Students take ‘mathematical cycle route’
05 Aug 08
A team, including students from Oxford University, has won a competition to come up with a mathematical explanation for why rental bicycle schemes work in some cities and not others.
London Mayor Boris Johnson has announced many cycling initiatives since taking office, one of which is to set up a bike hire scheme similar to that used by Parisians which could see as many as 7,000 hire bikes for use across London.
The ‘Bicycles in London’ competition run by eBourbaki, a social entrepreneurship organisation founded by an Oxford University DPhil student, asked students to model a low-cost network of rental bicycles across the capital.
The winning team created two mathematical models with one describing commuter flow and the other examining the possible configuration of any bicycle stations.
Eliana HechterWe hope the city will work with the winners and consider using their programs in the network design.
Their models suggested that, for a London-based scheme to be successful, 12 large bicycle stations should be placed near railway stations in central London with 250 smaller stations distributed throughout the West End and the City of London.
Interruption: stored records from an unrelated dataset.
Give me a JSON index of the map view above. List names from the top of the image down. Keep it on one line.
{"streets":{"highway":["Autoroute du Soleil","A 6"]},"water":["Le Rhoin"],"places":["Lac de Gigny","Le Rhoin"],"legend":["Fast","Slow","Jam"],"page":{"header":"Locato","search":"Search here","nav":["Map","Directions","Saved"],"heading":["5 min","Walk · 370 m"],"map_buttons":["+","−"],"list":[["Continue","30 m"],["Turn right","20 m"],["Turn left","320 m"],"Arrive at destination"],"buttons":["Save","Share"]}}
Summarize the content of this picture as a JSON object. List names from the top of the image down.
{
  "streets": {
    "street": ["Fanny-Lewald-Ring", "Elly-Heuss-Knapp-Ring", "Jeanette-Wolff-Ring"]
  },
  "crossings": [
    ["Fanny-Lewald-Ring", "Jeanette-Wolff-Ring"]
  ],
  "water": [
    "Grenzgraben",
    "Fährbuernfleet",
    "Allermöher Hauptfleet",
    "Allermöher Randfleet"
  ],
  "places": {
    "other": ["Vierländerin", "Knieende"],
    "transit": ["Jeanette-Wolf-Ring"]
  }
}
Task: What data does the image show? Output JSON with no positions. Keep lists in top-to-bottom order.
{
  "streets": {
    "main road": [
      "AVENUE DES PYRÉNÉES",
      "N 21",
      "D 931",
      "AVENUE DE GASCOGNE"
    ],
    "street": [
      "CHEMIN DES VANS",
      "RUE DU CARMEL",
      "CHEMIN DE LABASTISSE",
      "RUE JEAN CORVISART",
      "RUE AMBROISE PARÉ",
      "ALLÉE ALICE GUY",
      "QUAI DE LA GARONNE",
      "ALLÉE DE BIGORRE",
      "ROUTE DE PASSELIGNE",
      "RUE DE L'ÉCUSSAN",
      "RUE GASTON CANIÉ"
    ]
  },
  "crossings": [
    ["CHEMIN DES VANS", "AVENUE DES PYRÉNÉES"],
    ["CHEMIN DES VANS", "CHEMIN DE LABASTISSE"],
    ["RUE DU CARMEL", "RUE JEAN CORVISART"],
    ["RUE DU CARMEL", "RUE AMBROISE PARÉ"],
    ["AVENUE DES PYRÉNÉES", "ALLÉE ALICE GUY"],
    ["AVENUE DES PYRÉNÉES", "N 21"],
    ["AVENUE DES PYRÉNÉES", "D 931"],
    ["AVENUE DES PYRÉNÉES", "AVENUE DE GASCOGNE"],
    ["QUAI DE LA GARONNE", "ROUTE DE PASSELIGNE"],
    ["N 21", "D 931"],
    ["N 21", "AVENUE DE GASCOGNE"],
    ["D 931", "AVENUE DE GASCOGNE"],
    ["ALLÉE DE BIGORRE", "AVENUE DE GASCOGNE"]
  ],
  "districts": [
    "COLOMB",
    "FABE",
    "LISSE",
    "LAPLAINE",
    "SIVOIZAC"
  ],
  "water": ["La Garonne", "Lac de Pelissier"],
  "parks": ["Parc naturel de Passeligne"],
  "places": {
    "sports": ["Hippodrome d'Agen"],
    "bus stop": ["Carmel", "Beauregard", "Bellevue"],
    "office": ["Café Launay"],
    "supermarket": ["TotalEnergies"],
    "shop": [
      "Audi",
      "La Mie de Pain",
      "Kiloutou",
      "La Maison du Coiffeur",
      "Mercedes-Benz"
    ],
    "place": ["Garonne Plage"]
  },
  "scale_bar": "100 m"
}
An average of 20 bikes per small station was found to be the most efficient number.
‘Mathematical modelling is a way of testing any proposed system to be confident that, once in place, it would work effectively,’ said Eliana Hechter, founder and director of eBourbaki, who is currently studying for a DPhil in Statistics at Oxford. ‘We hope the city will work with the winners and consider using their programs in the network design.’
The ‘Bicycles in London’ competition was sponsored by Winton Capital. The winning team of Peter Eccles, Tom Hudson, Ryan Lothian and Caroline Roney from Oxford University and Tom Eccles from Cambridge University were presented with their £1000 prize by eBourbaki, Emily Thornberry MP (head of the All Parliamentary Group on Cycling) and representatives from Winton Capital.
eBourbaki’s next competition is even more ambitious: to challenge students to come up with models to predict the outcome of the US Presidential election based on polling data donated by the Wall Street Journal and NBC. Eliana Hechter said: ‘Our goal is to bring together the private and public sectors, who have abundant modelling problems, and maths students, who have incredible innovative potential.’